» **WORK INSTRUCTIONS**
Each line below must be reproduced exactly, though the pictures are to be dropped.

[Stored data]

___

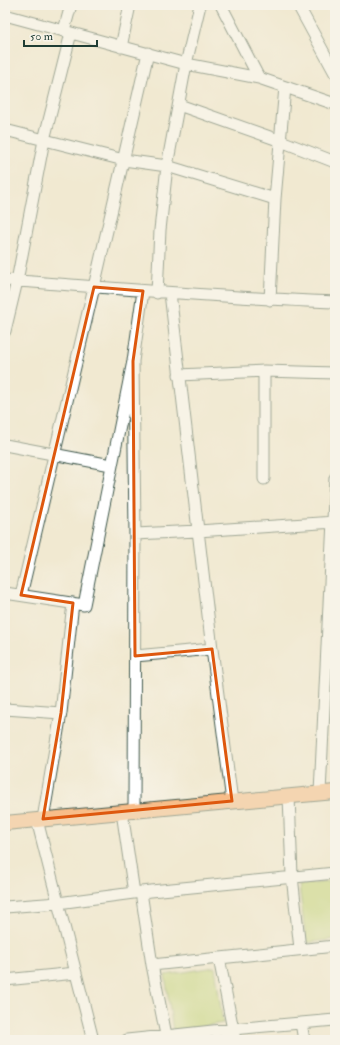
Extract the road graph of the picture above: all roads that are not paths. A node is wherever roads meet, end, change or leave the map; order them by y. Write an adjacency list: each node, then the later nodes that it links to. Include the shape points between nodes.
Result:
1 (71, 5): 7 (street)
2 (130, 5): 8 (street)
3 (200, 5): 10 (street)
4 (221, 5): 12 (street)
5 (298, 5): 11 (street)
6 (5, 15): 7 (street)
7 (67, 32): 8 (street); 17 (street)
8 (121, 47): 9 (street)
9 (148, 53): 10 (street); 19 (street)
10 (186, 64): 12 (street); 15 (street)
11 (335, 73)
12 (260, 78): 13 (street)
13 (285, 87): 14 (street); 18 (street)
14 (335, 104)
15 (179, 105): 18 (street); 21 (street)
16 (5, 130): 17 (street)
17 (44, 140): 19 (street); 24 (street)
18 (281, 141): 20 (street); 22 (street)
19 (124, 160): 21 (street); 25 (street)
20 (335, 162)
21 (167, 166): 22 (street); 27 (street)
22 (275, 199): 29 (street)
23 (5, 280): 24 (street)
24 (17, 281): 25 (street); 31 (street)
25 (94, 287): 26 (street); 37 (street)
26 (143, 291): 27 (street); 32 (street)
27 (157, 293): 28 (street)
28 (170, 293): 29 (street); 35 (street)
29 (270, 300): 30 (street)
30 (335, 302)
31 (5, 331)
32 (133, 361): 38 (street); 43 (street)
33 (264, 371): 34 (street); 35 (street); 40 (street)
34 (335, 373)
35 (179, 375): 42 (street)
36 (5, 445): 37 (street)
37 (55, 454): 38 (street); 45 (street)
38 (111, 465): 46 (street, via 84,605)
39 (335, 478): 41 (street)
40 (264, 479)
41 (334, 522): 42 (street); 52 (street)
42 (198, 531): 43 (street); 47 (street)
43 (135, 534): 48 (street)
44 (5, 593): 45 (street)
45 (21, 595): 46 (street)
46 (73, 603): 50 (street)
47 (212, 648): 48 (street); 54 (street)
48 (135, 656): 55 (street)
49 (5, 708): 50 (street)
50 (61, 713): 56 (street)
51 (335, 792): 52 (main road)
52 (320, 793): 53 (main road)
53 (289, 796): 54 (main road); 59 (street)
54 (232, 802): 55 (main road)
55 (128, 811): 56 (main road); 60 (street)
56 (40, 820): 57 (main road); 61 (street)
57 (5, 823)
58 (335, 873): 59 (street)
59 (292, 876): 60 (street); 64 (street)
60 (138, 893): 61 (street); 66 (street)
61 (58, 902): 62 (street); 67 (street)
62 (5, 906)
63 (335, 946): 64 (street)
64 (300, 949): 65 (street)
65 (219, 958): 66 (street); 71 (street)
66 (152, 965): 72 (street)
67 (76, 973): 68 (street); 73 (street)
68 (5, 980)
69 (335, 1020): 70 (street)
70 (301, 1023): 71 (street); 76 (street)
71 (232, 1029): 72 (street); 75 (street)
72 (167, 1038): 74 (street)
73 (93, 1040)
74 (127, 1040)
75 (235, 1040)
76 (304, 1040)

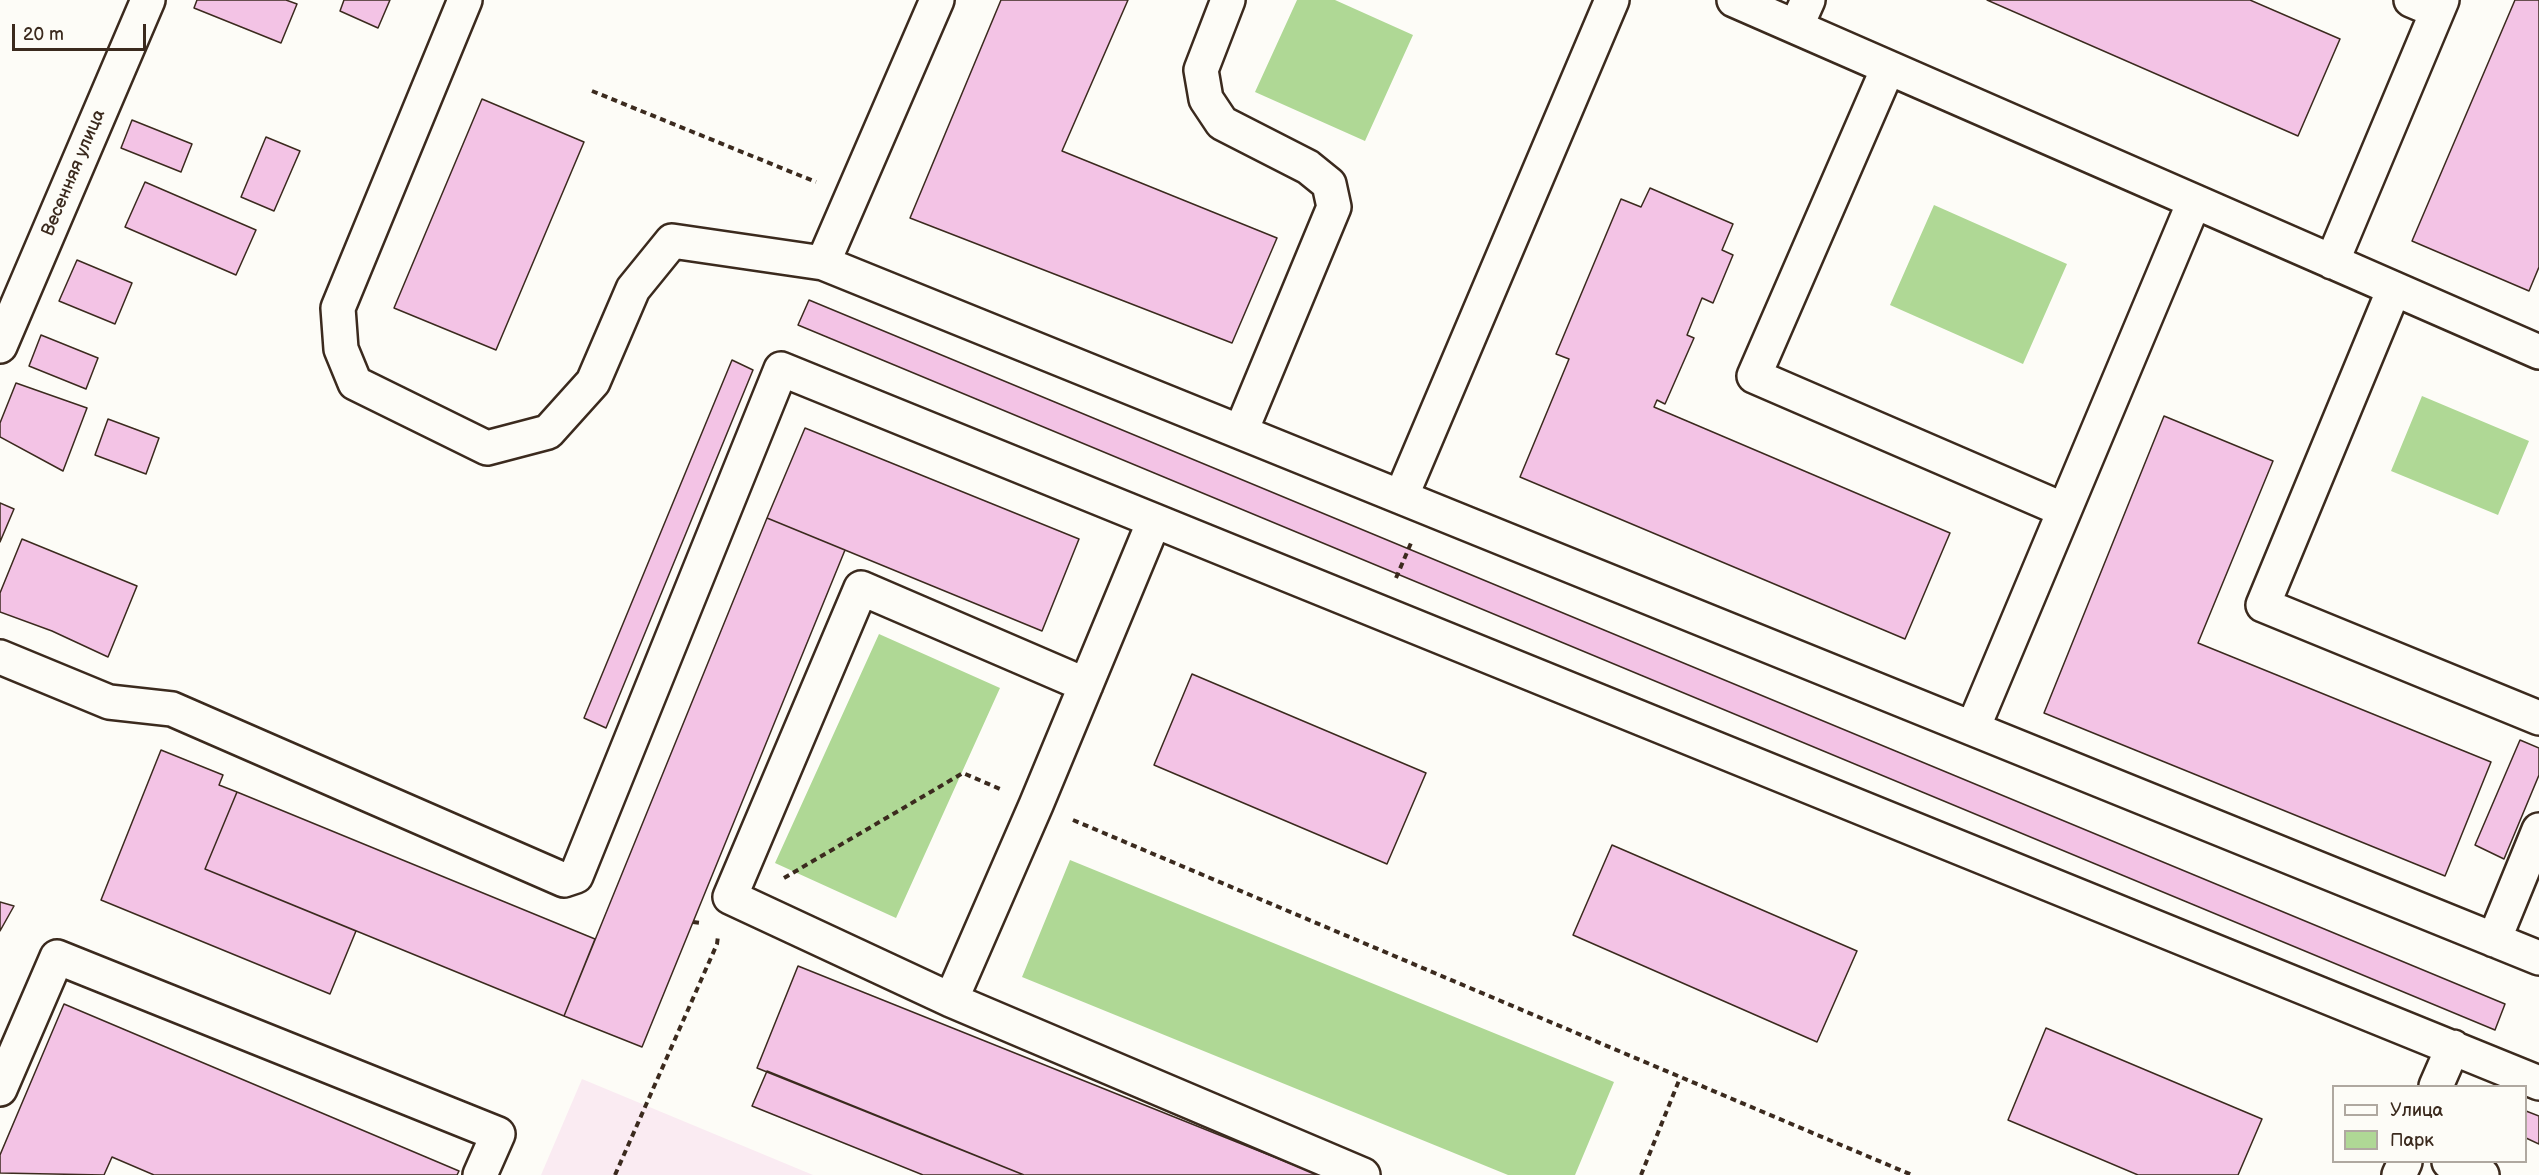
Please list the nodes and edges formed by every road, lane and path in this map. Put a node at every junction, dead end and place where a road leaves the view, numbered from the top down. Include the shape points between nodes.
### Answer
1 (148, 0) edge
2 (465, 0) edge
3 (937, 0) edge
4 (1228, 0) edge
5 (1612, 0) edge
6 (1734, 0) edge
7 (2430, 4) edge
8 (1802, 14) edge
9 (1888, 68) junction
10 (592, 91) dead end
11 (853, 197) junction
12 (2194, 202) junction
13 (2332, 262) junction
14 (823, 263) junction
15 (2394, 289) junction
16 (0, 346) edge
17 (2539, 352) edge
18 (1241, 431) junction
19 (1414, 502) junction
20 (2064, 510) junction
21 (1154, 522) junction
22 (1380, 613) junction
23 (0, 657) edge
24 (1086, 685) junction
25 (2539, 718) edge
26 (1973, 728) junction
27 (1036, 805) junction
28 (2539, 830) edge
29 (2529, 882) edge
30 (732, 907) junction
31 (693, 922) dead end
32 (2494, 940) junction
33 (2539, 958) edge
34 (951, 1000) junction
35 (2453, 1047) junction
36 (1680, 1078) junction
37 (2539, 1083) edge
38 (2436, 1085) edge
39 (0, 1089) edge
40 (2454, 1163) edge
41 (480, 1175) edge
42 (615, 1175) edge
43 (1363, 1175) edge
44 (1641, 1175) edge
45 (1912, 1175) edge
46 (2482, 1175) edge

1 - 16 street, Весенняя улица
2 - 14 street via 338,308 340,349 355,383 488,448 548,432 593,382 633,289 672,241
3 - 11 street
4 - 18 street via 1200,70 1206,99 1222,123 1308,167 1329,184 1334,207
5 - 19 street
6 - 8 street
7 - 13 street
8 - 9 street
9 - 12 street
9 - 20 street via 1754,376
10 - 11 path
11 - 14 street
12 - 13 street
12 - 20 street
13 - 15 street
14 - 18 street
15 - 17 street
15 - 25 street via 2263,605
18 - 19 street
19 - 22 path
19 - 26 street
20 - 26 street
21 - 22 street
21 - 23 street via 781,369 576,876 564,880 172,709 109,702
21 - 24 street
22 - 35 street
24 - 27 street
24 - 30 street via 861,588 730,897
26 - 32 street
27 - 30 path via 963,773
27 - 34 street
27 - 36 path
28 - 29 street
29 - 32 street
30 - 31 path via 699,925
30 - 34 street
30 - 42 path
32 - 33 street
34 - 43 street
35 - 37 street
35 - 38 street
36 - 44 path
36 - 45 path
39 - 41 street via 57,957 498,1134
40 - 46 street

___

» **COMPLETED TASK**
Extract the road graph of the picture above: all roads that are not paths. A node is wherever roads meet, end, change or leave the map; order them by y. Write an adjacency list: each node, then the later nodes that it links to. Include the shape points between nodes.
Result:
1 (71, 5): 7 (street)
2 (130, 5): 8 (street)
3 (200, 5): 10 (street)
4 (221, 5): 12 (street)
5 (298, 5): 11 (street)
6 (5, 15): 7 (street)
7 (67, 32): 8 (street); 17 (street)
8 (121, 47): 9 (street)
9 (148, 53): 10 (street); 19 (street)
10 (186, 64): 12 (street); 15 (street)
11 (335, 73)
12 (260, 78): 13 (street)
13 (285, 87): 14 (street); 18 (street)
14 (335, 104)
15 (179, 105): 18 (street); 21 (street)
16 (5, 130): 17 (street)
17 (44, 140): 19 (street); 24 (street)
18 (281, 141): 20 (street); 22 (street)
19 (124, 160): 21 (street); 25 (street)
20 (335, 162)
21 (167, 166): 22 (street); 27 (street)
22 (275, 199): 29 (street)
23 (5, 280): 24 (street)
24 (17, 281): 25 (street); 31 (street)
25 (94, 287): 26 (street); 37 (street)
26 (143, 291): 27 (street); 32 (street)
27 (157, 293): 28 (street)
28 (170, 293): 29 (street); 35 (street)
29 (270, 300): 30 (street)
30 (335, 302)
31 (5, 331)
32 (133, 361): 38 (street); 43 (street)
33 (264, 371): 34 (street); 35 (street); 40 (street)
34 (335, 373)
35 (179, 375): 42 (street)
36 (5, 445): 37 (street)
37 (55, 454): 38 (street); 45 (street)
38 (111, 465): 46 (street, via 84,605)
39 (335, 478): 41 (street)
40 (264, 479)
41 (334, 522): 42 (street); 52 (street)
42 (198, 531): 43 (street); 47 (street)
43 (135, 534): 48 (street)
44 (5, 593): 45 (street)
45 (21, 595): 46 (street)
46 (73, 603): 50 (street)
47 (212, 648): 48 (street); 54 (street)
48 (135, 656): 55 (street)
49 (5, 708): 50 (street)
50 (61, 713): 56 (street)
51 (335, 792): 52 (main road)
52 (320, 793): 53 (main road)
53 (289, 796): 54 (main road); 59 (street)
54 (232, 802): 55 (main road)
55 (128, 811): 56 (main road); 60 (street)
56 (40, 820): 57 (main road); 61 (street)
57 (5, 823)
58 (335, 873): 59 (street)
59 (292, 876): 60 (street); 64 (street)
60 (138, 893): 61 (street); 66 (street)
61 (58, 902): 62 (street); 67 (street)
62 (5, 906)
63 (335, 946): 64 (street)
64 (300, 949): 65 (street)
65 (219, 958): 66 (street); 71 (street)
66 (152, 965): 72 (street)
67 (76, 973): 68 (street); 73 (street)
68 (5, 980)
69 (335, 1020): 70 (street)
70 (301, 1023): 71 (street); 76 (street)
71 (232, 1029): 72 (street); 75 (street)
72 (167, 1038): 74 (street)
73 (93, 1040)
74 (127, 1040)
75 (235, 1040)
76 (304, 1040)

Please list the nodes and edges formed by every road, lane and path in this map. Put a node at every junction, dead end and place where a road leaves the view, numbered from the top down. Include the shape points between nodes.
### Answer
1 (148, 0) edge
2 (465, 0) edge
3 (937, 0) edge
4 (1228, 0) edge
5 (1612, 0) edge
6 (1734, 0) edge
7 (2430, 4) edge
8 (1802, 14) edge
9 (1888, 68) junction
10 (592, 91) dead end
11 (853, 197) junction
12 (2194, 202) junction
13 (2332, 262) junction
14 (823, 263) junction
15 (2394, 289) junction
16 (0, 346) edge
17 (2539, 352) edge
18 (1241, 431) junction
19 (1414, 502) junction
20 (2064, 510) junction
21 (1154, 522) junction
22 (1380, 613) junction
23 (0, 657) edge
24 (1086, 685) junction
25 (2539, 718) edge
26 (1973, 728) junction
27 (1036, 805) junction
28 (2539, 830) edge
29 (2529, 882) edge
30 (732, 907) junction
31 (693, 922) dead end
32 (2494, 940) junction
33 (2539, 958) edge
34 (951, 1000) junction
35 (2453, 1047) junction
36 (1680, 1078) junction
37 (2539, 1083) edge
38 (2436, 1085) edge
39 (0, 1089) edge
40 (2454, 1163) edge
41 (480, 1175) edge
42 (615, 1175) edge
43 (1363, 1175) edge
44 (1641, 1175) edge
45 (1912, 1175) edge
46 (2482, 1175) edge

1 - 16 street, Весенняя улица
2 - 14 street via 338,308 340,349 355,383 488,448 548,432 593,382 633,289 672,241
3 - 11 street
4 - 18 street via 1200,70 1206,99 1222,123 1308,167 1329,184 1334,207
5 - 19 street
6 - 8 street
7 - 13 street
8 - 9 street
9 - 12 street
9 - 20 street via 1754,376
10 - 11 path
11 - 14 street
12 - 13 street
12 - 20 street
13 - 15 street
14 - 18 street
15 - 17 street
15 - 25 street via 2263,605
18 - 19 street
19 - 22 path
19 - 26 street
20 - 26 street
21 - 22 street
21 - 23 street via 781,369 576,876 564,880 172,709 109,702
21 - 24 street
22 - 35 street
24 - 27 street
24 - 30 street via 861,588 730,897
26 - 32 street
27 - 30 path via 963,773
27 - 34 street
27 - 36 path
28 - 29 street
29 - 32 street
30 - 31 path via 699,925
30 - 34 street
30 - 42 path
32 - 33 street
34 - 43 street
35 - 37 street
35 - 38 street
36 - 44 path
36 - 45 path
39 - 41 street via 57,957 498,1134
40 - 46 street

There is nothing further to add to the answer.